▸ **YOUR TASK**
Each line of the records below that holds "Jules" should be copied out.

▸ **Saved data entries**
=-=-=

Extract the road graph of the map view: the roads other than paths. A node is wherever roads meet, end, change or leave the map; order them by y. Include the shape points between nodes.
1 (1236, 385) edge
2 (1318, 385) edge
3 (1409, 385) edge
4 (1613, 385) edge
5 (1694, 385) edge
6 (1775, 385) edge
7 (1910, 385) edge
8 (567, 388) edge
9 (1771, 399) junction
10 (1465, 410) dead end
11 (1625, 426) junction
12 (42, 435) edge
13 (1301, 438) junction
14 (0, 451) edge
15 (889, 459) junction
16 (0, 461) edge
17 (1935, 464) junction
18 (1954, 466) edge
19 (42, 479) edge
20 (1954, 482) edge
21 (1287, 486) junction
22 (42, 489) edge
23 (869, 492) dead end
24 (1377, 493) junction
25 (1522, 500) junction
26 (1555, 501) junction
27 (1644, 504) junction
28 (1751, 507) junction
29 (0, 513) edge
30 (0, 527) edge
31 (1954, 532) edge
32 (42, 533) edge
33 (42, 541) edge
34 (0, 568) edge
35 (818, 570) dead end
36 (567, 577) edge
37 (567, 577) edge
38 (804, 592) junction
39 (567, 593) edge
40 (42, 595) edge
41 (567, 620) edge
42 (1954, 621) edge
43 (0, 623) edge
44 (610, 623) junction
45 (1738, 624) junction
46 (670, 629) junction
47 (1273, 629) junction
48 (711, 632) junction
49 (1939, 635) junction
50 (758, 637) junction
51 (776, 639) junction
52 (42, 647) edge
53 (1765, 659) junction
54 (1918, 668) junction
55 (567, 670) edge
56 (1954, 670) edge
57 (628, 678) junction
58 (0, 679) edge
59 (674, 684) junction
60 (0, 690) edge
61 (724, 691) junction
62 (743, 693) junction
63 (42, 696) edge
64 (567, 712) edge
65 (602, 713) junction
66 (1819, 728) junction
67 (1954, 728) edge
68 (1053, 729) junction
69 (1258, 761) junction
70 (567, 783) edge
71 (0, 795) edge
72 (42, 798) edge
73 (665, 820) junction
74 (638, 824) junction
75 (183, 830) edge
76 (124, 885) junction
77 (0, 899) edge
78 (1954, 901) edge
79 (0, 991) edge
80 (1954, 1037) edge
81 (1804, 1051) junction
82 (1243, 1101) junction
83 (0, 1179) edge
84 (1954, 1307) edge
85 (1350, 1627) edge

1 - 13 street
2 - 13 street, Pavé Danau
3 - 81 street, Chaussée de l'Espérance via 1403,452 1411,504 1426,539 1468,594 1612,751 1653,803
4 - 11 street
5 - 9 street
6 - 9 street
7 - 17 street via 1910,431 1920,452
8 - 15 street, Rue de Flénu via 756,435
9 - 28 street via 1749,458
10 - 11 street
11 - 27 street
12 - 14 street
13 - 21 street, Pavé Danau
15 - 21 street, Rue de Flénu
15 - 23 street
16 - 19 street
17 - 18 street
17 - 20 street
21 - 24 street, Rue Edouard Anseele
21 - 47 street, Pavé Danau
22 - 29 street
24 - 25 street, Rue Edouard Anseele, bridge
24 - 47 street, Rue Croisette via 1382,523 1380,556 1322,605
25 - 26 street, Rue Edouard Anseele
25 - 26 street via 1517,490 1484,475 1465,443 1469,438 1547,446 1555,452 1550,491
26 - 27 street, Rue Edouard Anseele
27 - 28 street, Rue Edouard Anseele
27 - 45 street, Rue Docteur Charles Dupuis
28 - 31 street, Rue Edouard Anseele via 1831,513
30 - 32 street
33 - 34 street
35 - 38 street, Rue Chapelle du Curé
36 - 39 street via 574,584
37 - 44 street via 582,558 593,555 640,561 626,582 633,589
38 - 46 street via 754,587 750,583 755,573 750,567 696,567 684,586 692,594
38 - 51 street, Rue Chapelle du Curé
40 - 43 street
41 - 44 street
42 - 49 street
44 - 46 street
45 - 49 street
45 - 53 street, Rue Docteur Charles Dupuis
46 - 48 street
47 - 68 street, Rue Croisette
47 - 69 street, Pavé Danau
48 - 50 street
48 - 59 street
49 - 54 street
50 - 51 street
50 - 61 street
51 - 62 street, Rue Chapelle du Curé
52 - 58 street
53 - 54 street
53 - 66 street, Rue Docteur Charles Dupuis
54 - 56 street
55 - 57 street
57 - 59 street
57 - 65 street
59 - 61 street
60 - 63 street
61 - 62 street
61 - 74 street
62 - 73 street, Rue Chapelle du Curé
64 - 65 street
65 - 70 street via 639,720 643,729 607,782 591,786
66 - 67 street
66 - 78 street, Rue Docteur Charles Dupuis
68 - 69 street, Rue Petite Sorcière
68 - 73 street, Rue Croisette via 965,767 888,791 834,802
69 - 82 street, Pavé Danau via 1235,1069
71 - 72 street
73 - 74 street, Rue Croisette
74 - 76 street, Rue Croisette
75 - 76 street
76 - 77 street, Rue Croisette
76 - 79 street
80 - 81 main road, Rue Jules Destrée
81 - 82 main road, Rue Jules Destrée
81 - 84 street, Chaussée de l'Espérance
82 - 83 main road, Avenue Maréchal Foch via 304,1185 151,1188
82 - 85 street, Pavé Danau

=-=-=

▸ **RESULT FOR THIS TASK**
80 - 81 main road, Rue Jules Destrée
81 - 82 main road, Rue Jules Destrée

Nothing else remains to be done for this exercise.